··· DATA TO EXAMINE ···

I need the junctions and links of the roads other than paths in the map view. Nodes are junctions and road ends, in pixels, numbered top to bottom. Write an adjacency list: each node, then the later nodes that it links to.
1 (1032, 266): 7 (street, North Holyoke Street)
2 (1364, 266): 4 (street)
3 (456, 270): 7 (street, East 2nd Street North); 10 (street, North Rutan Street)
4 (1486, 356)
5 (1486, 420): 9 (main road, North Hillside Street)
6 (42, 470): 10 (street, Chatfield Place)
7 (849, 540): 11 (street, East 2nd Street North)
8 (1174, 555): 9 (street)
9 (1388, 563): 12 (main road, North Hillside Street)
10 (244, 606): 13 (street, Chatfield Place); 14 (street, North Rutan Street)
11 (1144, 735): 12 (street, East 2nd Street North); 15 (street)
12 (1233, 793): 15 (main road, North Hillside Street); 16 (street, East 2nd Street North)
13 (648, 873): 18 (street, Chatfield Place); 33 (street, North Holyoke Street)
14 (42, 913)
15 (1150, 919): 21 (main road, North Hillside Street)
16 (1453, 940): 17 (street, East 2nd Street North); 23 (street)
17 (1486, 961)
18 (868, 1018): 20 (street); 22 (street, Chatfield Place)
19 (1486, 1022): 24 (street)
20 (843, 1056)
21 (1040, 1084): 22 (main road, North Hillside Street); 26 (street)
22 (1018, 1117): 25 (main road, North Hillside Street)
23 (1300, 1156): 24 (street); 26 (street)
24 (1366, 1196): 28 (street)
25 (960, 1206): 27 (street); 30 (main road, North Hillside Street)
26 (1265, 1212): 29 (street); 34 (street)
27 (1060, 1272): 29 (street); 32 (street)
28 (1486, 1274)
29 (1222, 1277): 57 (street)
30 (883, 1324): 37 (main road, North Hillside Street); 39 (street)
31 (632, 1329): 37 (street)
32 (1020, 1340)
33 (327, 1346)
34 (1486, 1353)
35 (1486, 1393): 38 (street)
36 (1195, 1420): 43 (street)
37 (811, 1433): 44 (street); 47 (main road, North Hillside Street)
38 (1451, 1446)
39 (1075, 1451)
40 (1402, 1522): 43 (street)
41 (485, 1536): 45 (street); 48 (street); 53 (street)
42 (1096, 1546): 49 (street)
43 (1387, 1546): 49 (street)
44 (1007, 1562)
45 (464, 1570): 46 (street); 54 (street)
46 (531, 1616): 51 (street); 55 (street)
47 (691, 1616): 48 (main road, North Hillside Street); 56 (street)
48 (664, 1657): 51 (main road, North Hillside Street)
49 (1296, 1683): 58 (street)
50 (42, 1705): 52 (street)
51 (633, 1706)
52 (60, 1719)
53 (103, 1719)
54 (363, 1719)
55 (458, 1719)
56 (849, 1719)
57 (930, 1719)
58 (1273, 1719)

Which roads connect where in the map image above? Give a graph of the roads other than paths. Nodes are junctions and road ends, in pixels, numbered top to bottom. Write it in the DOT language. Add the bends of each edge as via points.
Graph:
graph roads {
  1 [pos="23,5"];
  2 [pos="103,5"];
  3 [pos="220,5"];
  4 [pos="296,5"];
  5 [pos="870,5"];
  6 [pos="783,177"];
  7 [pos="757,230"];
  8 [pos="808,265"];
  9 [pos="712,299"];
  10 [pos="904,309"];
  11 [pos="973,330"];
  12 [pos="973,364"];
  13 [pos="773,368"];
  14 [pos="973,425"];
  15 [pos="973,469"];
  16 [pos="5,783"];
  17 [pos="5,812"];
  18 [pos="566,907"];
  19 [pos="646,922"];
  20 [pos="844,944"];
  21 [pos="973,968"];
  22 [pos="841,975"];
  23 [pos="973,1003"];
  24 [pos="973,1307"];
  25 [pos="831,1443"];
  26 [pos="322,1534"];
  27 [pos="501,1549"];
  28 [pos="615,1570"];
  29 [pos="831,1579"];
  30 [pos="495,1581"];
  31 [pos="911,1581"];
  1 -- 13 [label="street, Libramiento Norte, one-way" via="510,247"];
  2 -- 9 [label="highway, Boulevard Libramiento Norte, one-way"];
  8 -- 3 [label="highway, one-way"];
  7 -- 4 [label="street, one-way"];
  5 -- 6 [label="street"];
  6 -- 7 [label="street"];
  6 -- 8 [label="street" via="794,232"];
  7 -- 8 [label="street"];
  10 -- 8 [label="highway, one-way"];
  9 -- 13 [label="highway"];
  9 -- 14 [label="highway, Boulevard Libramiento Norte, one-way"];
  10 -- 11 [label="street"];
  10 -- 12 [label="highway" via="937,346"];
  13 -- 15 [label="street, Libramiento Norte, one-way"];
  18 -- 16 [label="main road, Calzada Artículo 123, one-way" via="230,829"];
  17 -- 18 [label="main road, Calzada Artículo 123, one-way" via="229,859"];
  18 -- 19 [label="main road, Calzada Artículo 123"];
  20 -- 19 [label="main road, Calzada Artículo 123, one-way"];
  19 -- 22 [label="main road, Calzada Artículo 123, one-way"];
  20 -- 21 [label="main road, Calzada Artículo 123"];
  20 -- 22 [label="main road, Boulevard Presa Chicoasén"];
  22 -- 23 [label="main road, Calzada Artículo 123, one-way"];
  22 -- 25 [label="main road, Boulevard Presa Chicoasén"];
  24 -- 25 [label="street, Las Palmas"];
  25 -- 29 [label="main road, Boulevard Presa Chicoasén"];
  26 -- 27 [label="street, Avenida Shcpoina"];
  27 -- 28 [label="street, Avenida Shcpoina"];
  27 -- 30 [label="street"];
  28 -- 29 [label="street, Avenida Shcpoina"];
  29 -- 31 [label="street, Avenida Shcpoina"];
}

···

Every line above that holds the string "Rutan" should be returned.

--- TASK RESULT ---
3 (456, 270): 7 (street, East 2nd Street North); 10 (street, North Rutan Street)
10 (244, 606): 13 (street, Chatfield Place); 14 (street, North Rutan Street)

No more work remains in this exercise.